Thursday, February 4, 2010

Law Enforcement in Singapore

Singapore has gotten a bad rap with regard to their many laws and fines. The media in the west, especially, has chosen to play up the incident of the kid getting caned several years ago and portray Singapore as a backwards country with barbaric tendencies.

Caning is used in conjunction with a prison sentence. It’s not administered in public, but in a private location in the prison with only official witnesses and medical personnel there. The prisoner is certified medically fit to receive the caning before it is administered, and if the doctor decides that he is not, the prison sentence is simply increased. He’s given medical treatment afterwards.

Let’s look at the particular case that hit the news in the US a few years ago (1994, to be exact). The kid, who was named Michael Fay, was caught spraying graffiti on BMW’s. He was sentenced to 6 strokes, American diplomats got involved and it was reduced to 4.

Incidentally, he was supposedly caught doing the same thing after he returned to the US.  That doesn’t say a lot about the punishment stopping recidivism, but it does about the kid’s character.

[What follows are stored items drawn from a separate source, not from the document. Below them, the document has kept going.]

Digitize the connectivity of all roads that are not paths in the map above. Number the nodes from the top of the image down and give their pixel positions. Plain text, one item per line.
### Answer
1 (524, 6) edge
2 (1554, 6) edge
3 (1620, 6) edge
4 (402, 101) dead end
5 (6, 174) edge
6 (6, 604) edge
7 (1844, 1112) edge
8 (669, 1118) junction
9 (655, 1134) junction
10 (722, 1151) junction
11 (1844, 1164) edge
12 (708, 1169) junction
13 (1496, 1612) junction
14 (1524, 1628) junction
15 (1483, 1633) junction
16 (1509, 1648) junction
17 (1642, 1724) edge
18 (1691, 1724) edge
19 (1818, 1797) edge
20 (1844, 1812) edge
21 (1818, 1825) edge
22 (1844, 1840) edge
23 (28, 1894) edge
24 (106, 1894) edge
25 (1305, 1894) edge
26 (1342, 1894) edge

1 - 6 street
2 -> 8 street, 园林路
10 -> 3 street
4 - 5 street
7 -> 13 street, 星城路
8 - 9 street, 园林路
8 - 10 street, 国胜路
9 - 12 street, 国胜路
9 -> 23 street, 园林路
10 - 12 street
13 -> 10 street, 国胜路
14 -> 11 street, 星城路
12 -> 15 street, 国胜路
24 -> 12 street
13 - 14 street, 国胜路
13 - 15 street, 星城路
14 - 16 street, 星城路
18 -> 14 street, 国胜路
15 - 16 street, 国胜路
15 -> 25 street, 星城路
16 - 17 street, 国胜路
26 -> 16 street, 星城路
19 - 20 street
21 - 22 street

The reality is, Singapore IS a city of fines. They’re pretty strict about enforcement for spitting, littering, food on subways, jaywalking and things like that.

Mohan, who was our guide on Sunday, told us of his own experience – he threw a cigarette butt toward the can, but didn’t quite hit it and didn’t pick it up. As he was leaving, a plainclothes enforcement officer came to him and gave him a ticket ($150). You have to come in person, which would hurt a lot of people more than the fine and watch a 15 minute video about littering.

In a bit of irony, across the bottom of your receipt it says, “Thank You, Come Again.”

The fine is not too far off of the penalties for littering in the US, although our enforcement is much more lax.

If you’re convicted of a second offense, you have to go to the City Offices, pay a larger fine and when you arrive you will go through “training”, and will receive a broom, a vest, and will be assigned an area to clean. It can take as long or as little time as you want, but you don’t leave until it’s cleaned up and you bring the trash to the supervisor to show him.

That doesn’t sound all that barbaric.

Singapore still has the death penalty. It’s a potential offense for possession of firearms (many of the nurses here have never seen a gunshot or stabbing wound in their emergency department), murder or trafficking drugs.

That may be a bit barbaric, but the US has no room to criticize in that regard.